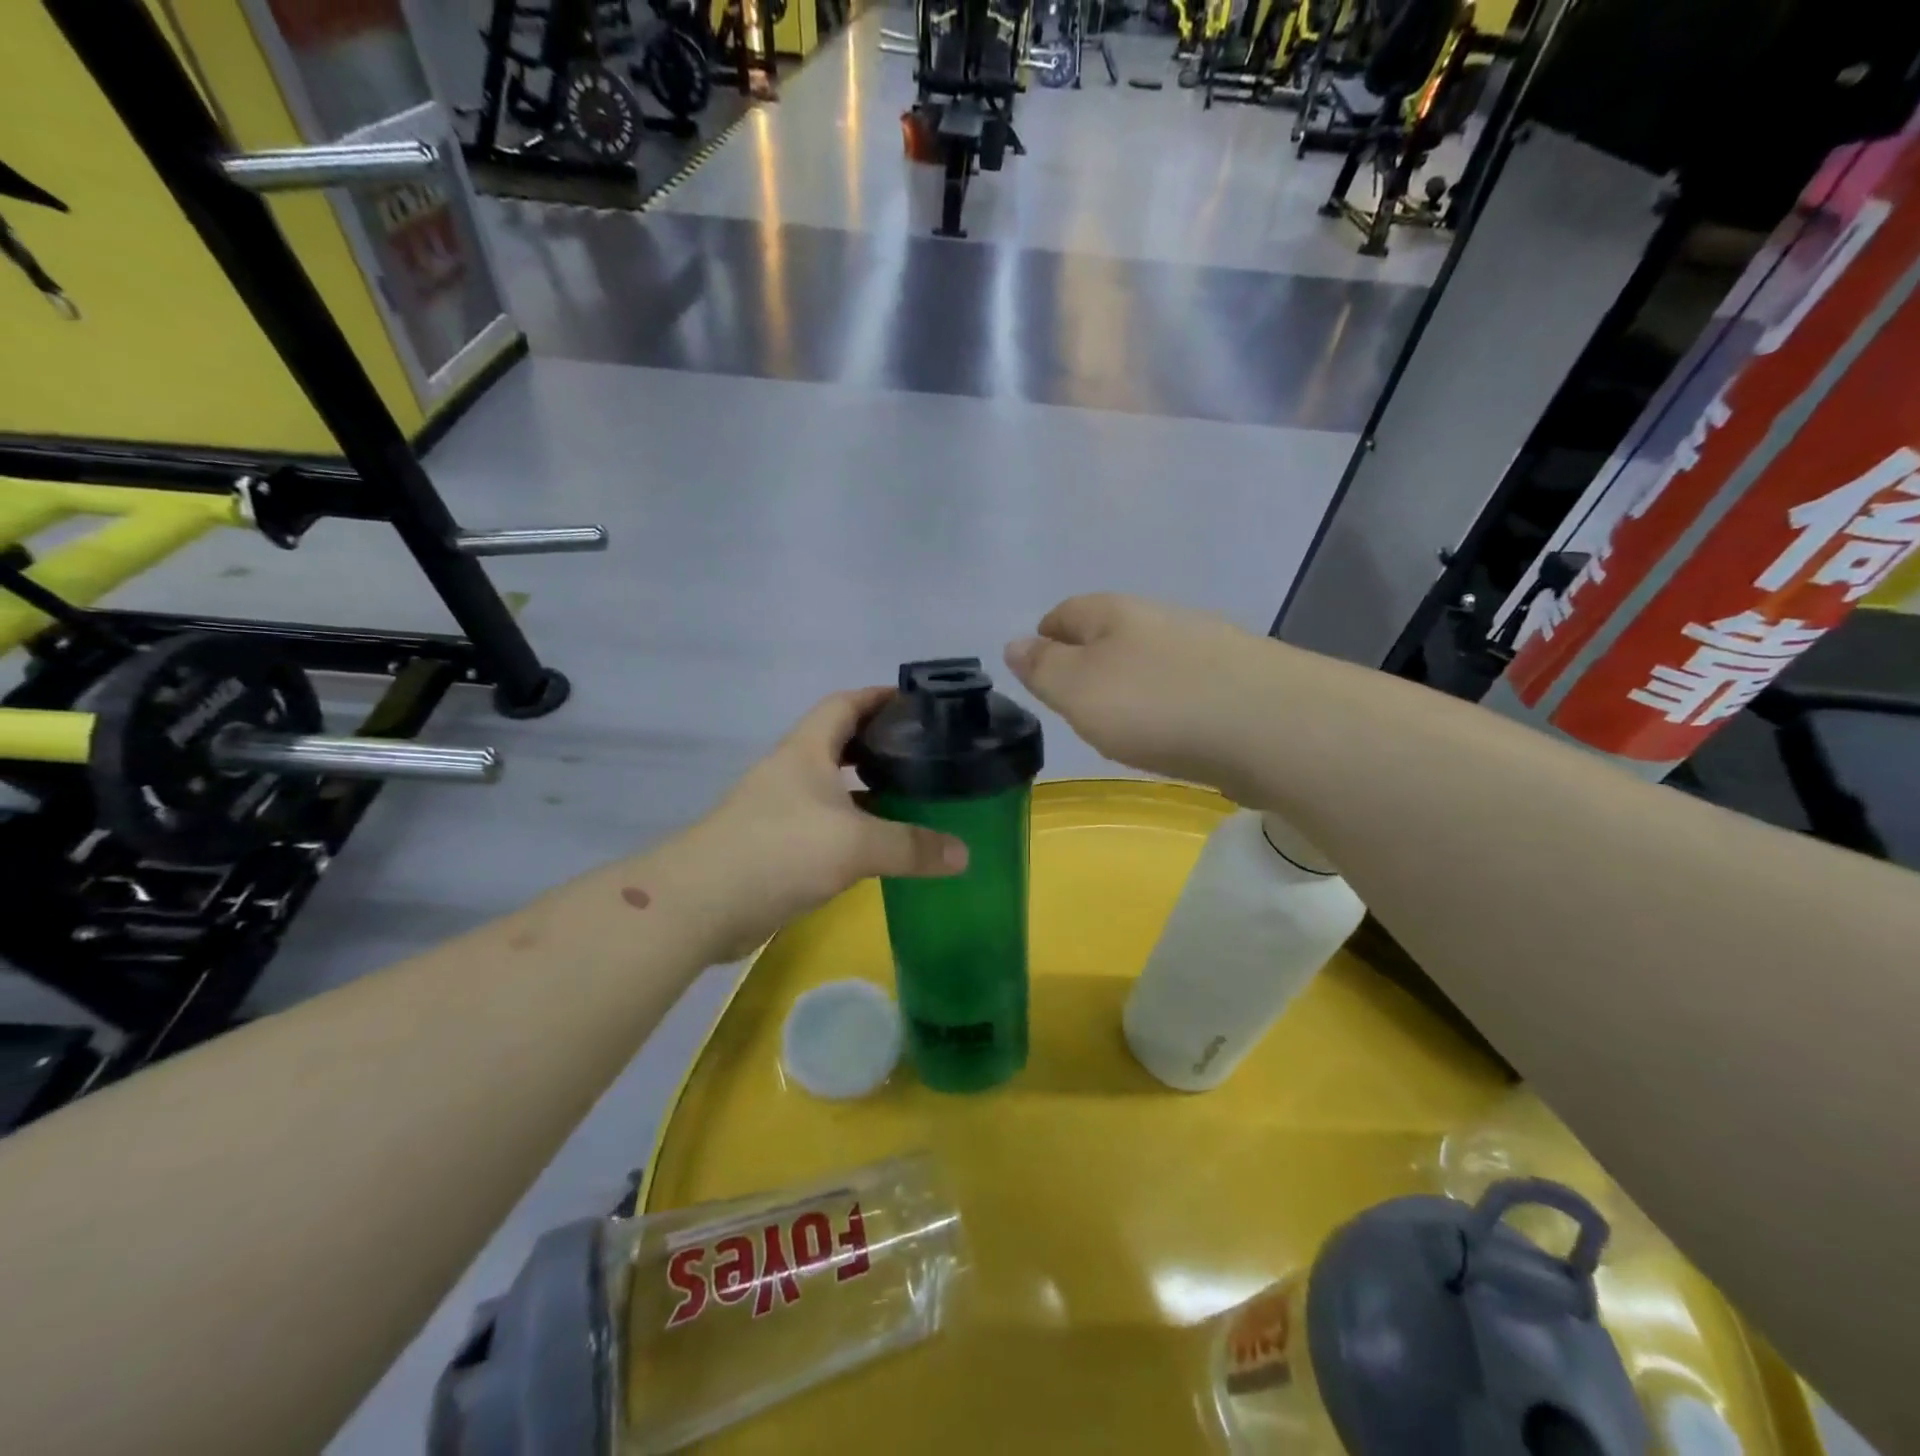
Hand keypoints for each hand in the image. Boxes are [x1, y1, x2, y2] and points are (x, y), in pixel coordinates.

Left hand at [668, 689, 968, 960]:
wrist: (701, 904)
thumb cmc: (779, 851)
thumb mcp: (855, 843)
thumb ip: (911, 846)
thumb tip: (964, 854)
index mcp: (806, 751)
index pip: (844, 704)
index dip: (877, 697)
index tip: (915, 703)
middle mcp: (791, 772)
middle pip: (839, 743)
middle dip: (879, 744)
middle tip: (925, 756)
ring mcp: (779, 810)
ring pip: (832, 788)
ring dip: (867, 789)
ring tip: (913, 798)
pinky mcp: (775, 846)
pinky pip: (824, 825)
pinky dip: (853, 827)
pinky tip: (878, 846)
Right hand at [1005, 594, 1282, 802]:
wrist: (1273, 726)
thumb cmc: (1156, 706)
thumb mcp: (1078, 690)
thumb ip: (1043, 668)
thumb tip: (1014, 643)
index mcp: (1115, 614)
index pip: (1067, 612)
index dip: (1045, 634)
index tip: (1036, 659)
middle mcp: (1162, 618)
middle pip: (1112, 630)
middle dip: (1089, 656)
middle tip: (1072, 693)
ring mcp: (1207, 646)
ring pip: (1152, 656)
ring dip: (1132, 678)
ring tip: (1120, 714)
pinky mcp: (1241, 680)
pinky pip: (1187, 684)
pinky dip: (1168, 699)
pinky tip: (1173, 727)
___
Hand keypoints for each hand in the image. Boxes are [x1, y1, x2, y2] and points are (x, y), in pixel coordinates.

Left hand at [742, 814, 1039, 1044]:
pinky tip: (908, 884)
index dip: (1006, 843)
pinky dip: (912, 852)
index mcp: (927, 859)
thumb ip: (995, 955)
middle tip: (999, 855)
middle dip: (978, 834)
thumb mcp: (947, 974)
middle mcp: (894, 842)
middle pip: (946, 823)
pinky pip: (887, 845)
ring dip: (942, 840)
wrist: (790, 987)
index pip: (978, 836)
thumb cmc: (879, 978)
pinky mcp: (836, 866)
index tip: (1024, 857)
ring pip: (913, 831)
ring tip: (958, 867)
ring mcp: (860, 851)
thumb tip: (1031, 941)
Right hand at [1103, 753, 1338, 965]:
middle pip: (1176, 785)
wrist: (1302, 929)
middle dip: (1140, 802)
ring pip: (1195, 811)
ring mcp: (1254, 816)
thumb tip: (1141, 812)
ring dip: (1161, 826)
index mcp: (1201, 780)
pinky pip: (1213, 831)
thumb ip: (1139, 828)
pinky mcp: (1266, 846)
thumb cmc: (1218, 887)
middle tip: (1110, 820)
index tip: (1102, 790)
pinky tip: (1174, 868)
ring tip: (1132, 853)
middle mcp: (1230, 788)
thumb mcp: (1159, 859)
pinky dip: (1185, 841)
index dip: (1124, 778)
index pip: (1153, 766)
___
# Task objective:
Lines that include the word "hand" are to be extracted from the data above.

# Your solution:
Hand keypoints for each hand in the image. Boxes are [x1, y1, x2, y2] and points are (x, y), in pixel coordinates.
Left hand at [668, 689, 968, 960]:
Right hand at [1005, 594, 1282, 802]:
Hand keypoints for each hand in the image. Boxes are [x1, y1, x2, y2] and points are (x, y), in pixel coordinates.
Left hand at [742, 814, 1039, 1044]:
Right hand at [1103, 753, 1338, 965]:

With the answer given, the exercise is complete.